I woke up early yesterday morning and sat with coffee as I gazed out at the grey cloudy skies. There is a promise of snow in the air just as the weatherpeople have been predicting. The only sign of color outside is an occasional red-headed woodpecker who ventures to the suet feeders outside the window. The day ahead looms grey and gloomy and heavy if one is to gauge it by the weather outside. And though I got plenty of sleep the night before, I feel tired and as heavy as the weather.
It is, as my mom calls it, a blah day.
Rousing myself from my early morning stupor, I get dressed and ready to head to town to do some errands. I need milk and bread and a few things from the store in case we DO get snow. And I need to go by the post office to mail some bills and check the box for anything else that might have come in.
The air is cold and damp as I walk into the post office. How I would love to see the sun! There is something spirit-lifting about the warm glow of the sun even for a short time on days like these. And it’s been far too long since we’ve seen it.
Opening the box, I grab the jumble of mail inside and start back to the truck as I thumb through the stack. Yup, the usual stuff …. bills… junk… a couple more bills… oh look, something from AARP AGAIN. Pushing the door open while still thumbing through the paper, I stop at the bottom of the steps and smile as I pull a brightly patterned foldover notecard from the stack.
And suddenly it’s as if the sun had just come out from behind the clouds.
The familiar handwriting tells me it’s a letter from Ma, one of the campground hosts who will be returning in a few months and who captured my heart (and I hers). Coming to a dead halt in the middle of the sidewalk, I open it and start to read greedily about news of her travels and her plans and how she misses our Dairy Queen runs when she’s here. My smile must have given it away, for an elderly woman passing me to go up the stairs said “There’s nothing quite like a letter, is there?”
No ma’am there isn’t!
As I sat later in the day re-reading her letter and savoring each word, it hit me how true letter writing has gone by the wayside. In this day and age of technology, we have given up the handwritten letter in favor of more instant emails. While it is definitely more convenient to sit down and fire off a quick email to friends and family. it has given handwritten letters the status of a “lost art”. To receive one is rare in this day and age.
In the busyness of life there is simply no time to sit and write a letter by hand. Perhaps more accurately, many of us don’t TAKE the time to sit and write a letter by hand.
Oh what we miss by not doing that from time to time!
The news may be days old by the time it’s received, but there is something so incredibly personal about the written pages, the familiar handwritings, the words that make you feel like you’re sitting across the table with them having a conversation in person. So personal that the love contained on those pages jumps off and soaks into your heart.

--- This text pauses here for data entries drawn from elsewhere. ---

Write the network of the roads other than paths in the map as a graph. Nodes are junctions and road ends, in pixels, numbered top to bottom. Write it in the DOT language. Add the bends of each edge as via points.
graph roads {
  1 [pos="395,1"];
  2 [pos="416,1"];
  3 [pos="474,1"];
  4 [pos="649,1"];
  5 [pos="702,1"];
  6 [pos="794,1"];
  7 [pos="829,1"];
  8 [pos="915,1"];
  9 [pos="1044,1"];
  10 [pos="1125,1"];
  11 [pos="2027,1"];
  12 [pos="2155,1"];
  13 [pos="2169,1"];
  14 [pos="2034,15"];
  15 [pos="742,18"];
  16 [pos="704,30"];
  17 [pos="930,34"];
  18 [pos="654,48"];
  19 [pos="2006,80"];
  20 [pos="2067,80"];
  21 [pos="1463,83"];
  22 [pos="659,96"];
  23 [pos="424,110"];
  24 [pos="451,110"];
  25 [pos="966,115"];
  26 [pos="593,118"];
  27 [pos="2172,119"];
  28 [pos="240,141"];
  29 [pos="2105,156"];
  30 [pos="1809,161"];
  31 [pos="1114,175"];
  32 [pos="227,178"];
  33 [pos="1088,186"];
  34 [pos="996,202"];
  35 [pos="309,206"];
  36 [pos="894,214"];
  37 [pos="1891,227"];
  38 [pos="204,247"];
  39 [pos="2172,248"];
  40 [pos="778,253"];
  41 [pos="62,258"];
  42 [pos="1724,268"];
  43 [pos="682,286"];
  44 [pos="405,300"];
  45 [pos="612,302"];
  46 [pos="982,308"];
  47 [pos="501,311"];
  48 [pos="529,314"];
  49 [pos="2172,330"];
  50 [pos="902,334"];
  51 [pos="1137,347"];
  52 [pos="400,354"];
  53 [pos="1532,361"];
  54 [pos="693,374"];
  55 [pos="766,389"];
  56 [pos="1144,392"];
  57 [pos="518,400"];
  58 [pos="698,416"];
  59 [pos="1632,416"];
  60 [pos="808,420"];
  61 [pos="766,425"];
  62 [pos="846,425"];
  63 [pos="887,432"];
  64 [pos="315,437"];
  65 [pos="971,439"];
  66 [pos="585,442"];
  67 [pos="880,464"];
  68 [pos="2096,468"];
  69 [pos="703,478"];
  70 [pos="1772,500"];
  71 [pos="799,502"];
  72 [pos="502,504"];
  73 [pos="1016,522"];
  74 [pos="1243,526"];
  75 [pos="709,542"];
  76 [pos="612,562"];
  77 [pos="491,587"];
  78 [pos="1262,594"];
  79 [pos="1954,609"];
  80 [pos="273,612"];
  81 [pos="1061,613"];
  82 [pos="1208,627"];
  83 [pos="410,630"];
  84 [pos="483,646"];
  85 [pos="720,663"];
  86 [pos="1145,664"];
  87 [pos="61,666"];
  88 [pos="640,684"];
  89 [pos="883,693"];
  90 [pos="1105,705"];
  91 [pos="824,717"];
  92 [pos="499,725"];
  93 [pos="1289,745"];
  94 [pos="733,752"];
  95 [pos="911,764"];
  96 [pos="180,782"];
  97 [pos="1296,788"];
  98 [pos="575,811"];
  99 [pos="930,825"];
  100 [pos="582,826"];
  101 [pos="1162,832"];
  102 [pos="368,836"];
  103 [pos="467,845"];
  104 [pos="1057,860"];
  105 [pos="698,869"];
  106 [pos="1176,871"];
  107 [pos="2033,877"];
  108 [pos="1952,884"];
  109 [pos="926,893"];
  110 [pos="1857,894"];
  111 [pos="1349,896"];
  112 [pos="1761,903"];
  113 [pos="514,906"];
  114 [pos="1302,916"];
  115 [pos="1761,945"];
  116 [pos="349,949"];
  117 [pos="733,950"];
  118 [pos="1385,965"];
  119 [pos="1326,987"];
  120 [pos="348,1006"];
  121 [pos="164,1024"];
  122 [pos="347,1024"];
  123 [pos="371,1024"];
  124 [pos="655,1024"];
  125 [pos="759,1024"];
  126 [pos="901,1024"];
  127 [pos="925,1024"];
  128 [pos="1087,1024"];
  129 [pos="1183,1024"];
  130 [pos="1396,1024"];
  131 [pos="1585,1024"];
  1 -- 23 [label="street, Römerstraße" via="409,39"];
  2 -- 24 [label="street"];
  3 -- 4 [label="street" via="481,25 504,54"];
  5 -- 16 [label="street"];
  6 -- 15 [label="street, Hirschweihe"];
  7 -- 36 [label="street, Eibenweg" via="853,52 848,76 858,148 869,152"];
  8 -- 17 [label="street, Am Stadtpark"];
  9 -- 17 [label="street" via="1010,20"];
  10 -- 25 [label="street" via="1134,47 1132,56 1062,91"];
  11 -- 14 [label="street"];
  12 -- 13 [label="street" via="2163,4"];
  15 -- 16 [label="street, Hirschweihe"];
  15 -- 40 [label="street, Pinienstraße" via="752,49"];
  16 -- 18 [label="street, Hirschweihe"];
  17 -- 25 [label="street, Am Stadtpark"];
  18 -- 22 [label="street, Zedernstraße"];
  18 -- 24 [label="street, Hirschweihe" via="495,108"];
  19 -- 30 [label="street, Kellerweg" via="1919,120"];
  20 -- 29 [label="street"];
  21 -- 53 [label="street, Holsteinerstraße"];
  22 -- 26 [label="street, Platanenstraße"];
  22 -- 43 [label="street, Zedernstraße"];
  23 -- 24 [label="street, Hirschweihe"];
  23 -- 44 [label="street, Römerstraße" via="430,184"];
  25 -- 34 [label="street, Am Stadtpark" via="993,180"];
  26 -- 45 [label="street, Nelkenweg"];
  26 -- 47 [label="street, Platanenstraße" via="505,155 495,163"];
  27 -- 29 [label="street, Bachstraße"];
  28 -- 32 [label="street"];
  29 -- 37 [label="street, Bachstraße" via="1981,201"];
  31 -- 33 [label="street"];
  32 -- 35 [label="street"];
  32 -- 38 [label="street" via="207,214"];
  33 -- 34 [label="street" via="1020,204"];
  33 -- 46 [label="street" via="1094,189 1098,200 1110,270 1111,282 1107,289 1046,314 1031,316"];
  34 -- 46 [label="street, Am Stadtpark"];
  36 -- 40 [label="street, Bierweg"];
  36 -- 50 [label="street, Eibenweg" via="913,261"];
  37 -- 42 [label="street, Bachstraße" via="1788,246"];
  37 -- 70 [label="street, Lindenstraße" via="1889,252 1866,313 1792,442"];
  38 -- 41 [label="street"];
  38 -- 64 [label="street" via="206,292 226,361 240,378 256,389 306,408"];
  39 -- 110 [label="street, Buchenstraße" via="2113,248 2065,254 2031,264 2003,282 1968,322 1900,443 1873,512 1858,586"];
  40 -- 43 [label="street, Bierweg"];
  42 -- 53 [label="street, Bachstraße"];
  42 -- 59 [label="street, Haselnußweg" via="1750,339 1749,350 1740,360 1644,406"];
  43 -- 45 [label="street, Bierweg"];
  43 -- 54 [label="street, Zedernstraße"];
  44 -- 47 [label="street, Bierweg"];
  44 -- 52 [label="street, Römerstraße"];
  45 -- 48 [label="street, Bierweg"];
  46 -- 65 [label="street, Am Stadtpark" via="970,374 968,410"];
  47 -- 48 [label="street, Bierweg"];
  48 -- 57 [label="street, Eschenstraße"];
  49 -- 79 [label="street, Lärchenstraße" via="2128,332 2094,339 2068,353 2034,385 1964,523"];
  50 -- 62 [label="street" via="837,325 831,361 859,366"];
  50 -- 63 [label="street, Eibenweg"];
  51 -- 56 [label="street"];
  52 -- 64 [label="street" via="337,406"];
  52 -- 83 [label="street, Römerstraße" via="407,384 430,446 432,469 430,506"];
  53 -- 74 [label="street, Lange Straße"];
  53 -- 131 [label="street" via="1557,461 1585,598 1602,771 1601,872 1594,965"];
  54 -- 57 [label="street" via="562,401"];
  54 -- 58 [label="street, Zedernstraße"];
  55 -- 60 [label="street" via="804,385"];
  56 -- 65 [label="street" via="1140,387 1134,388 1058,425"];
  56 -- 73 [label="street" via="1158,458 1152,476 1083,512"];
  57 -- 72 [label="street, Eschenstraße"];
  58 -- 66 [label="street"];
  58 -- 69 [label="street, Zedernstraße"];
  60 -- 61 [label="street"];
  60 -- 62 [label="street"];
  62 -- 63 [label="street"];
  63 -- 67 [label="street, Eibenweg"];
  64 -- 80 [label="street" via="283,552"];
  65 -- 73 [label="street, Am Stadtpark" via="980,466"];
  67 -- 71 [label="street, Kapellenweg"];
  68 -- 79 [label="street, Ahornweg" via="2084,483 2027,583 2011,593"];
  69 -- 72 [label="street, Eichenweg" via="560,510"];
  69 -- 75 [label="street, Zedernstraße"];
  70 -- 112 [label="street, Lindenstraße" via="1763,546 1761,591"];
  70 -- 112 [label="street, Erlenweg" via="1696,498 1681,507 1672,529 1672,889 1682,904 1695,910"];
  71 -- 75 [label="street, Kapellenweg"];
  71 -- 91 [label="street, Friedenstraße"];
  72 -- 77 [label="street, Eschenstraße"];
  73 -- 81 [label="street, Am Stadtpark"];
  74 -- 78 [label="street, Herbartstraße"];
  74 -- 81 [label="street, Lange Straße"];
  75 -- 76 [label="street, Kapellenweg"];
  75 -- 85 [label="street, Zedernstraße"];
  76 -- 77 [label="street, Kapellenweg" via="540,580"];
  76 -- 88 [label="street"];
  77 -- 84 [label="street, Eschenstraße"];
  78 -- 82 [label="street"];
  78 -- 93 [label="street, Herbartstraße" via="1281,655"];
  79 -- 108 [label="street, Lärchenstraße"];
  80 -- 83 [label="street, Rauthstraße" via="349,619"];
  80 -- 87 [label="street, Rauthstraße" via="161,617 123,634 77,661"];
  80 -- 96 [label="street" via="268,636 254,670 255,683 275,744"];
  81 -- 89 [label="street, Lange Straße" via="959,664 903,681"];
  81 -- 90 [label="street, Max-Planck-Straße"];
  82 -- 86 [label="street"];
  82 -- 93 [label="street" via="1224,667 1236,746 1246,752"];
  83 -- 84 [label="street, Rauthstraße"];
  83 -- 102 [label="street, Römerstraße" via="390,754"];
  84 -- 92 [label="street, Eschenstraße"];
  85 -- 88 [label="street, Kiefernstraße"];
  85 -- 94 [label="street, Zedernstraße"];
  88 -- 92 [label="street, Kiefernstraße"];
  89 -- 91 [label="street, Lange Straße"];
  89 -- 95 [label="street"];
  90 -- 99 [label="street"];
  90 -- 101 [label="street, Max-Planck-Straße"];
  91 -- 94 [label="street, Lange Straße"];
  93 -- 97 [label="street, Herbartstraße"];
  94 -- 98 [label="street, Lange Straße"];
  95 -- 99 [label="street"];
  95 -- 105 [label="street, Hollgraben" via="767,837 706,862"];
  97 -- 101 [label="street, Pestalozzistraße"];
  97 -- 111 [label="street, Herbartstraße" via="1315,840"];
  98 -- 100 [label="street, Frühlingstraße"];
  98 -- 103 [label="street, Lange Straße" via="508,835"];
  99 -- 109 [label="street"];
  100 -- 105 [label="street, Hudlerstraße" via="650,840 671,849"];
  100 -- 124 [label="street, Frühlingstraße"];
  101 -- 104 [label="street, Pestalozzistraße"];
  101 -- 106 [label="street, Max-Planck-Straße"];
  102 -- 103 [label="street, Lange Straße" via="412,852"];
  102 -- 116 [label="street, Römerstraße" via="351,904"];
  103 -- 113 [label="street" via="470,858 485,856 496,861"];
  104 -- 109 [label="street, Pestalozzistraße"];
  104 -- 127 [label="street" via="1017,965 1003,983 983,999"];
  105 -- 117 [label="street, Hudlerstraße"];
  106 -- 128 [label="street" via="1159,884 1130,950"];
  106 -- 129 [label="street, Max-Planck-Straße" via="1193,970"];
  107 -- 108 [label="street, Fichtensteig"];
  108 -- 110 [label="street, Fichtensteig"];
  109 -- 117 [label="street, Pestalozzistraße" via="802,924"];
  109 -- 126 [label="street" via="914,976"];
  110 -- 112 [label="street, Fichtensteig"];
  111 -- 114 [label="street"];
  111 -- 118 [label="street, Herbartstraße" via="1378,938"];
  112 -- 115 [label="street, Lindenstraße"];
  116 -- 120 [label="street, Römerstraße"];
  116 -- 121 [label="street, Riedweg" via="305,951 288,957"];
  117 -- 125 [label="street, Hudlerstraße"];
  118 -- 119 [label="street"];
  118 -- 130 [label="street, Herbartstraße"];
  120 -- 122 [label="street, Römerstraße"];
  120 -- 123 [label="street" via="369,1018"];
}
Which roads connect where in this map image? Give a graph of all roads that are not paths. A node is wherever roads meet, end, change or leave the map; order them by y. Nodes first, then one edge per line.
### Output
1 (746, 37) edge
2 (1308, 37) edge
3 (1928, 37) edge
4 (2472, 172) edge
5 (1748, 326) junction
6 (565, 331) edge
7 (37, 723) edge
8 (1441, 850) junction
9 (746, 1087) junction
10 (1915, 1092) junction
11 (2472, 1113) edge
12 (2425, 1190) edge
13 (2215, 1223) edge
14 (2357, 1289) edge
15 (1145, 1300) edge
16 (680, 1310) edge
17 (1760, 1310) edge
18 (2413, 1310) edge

Some of my fondest childhood memories revolved around handwritten letters. There wasn’t a day that passed without my mother sitting down at the table to write a letter to her parents who lived in another city, just as my grandmother wrote back to her. And there wasn’t a day when my grandfather did not include a letter written specifically to my brother and I… letters full of stories and cartoon sketches of worms and squirrels with funny names. Magical letters that brought the sun out no matter how gloomy the day. We couldn’t wait until Mom got the envelope open, begging her to read them over and over. When we could read, we’d snatch the letters out of her hand before she barely had time to get it out of the envelope. Now tucked away in a box, they are treasures that transcend time… treasures of the heart.
There are letters of my own that I have tucked away… a letter from my Dad on my 16th birthday, letters from my mom on those occasions as well as one she wrote to me while I was about to give birth to Amy, letters from Amy when she was away from home, letters from my grandfather addressed specifically to “Miss Susan”… all treasures, each and every one!
So I sit, pen in hand and paper in front of me, savoring the feel of the ink gliding over the paper as I write about life’s events. I smile and laugh to myself as I write some of the words. My breathing is slow and relaxed. When I am done, I feel a sense of accomplishment as I fold the paper and tuck it into a stamped envelope.
I mailed my “little ray of sunshine” this morning in the cold drizzle that precedes our snowfall.
I know the reaction when it is taken from it’s destination mailbox, for it will be like mine. The catch of breath, the anticipation for what might be held in those pages, the absolute need to open and read it immediately even if it DOES mean standing stock still in the middle of a sidewalk downtown. Or in Ma’s case, it may be tucked into a pocket in anticipation of sitting down with a cup of coffee when returning home and savoring it at leisure. It will be read and re-read and then read again many times over. I can’t imagine that anyone who gets such a letter can react any differently.
I admit to depending on email for most of my written communication with family and friends as they do with me. It’s immediate and gets the news to them pronto. I use my blog to write about the other “little” things in my life so that they can be shared with them and others who might happen to read my posts. Phone calls are plentiful.
But there’s still something about a handwritten letter that hasn’t lost it’s punch over the years even though that form of communication has been mostly long forgotten.
The sad thing is that so many may not ever know… because it IS a lost art!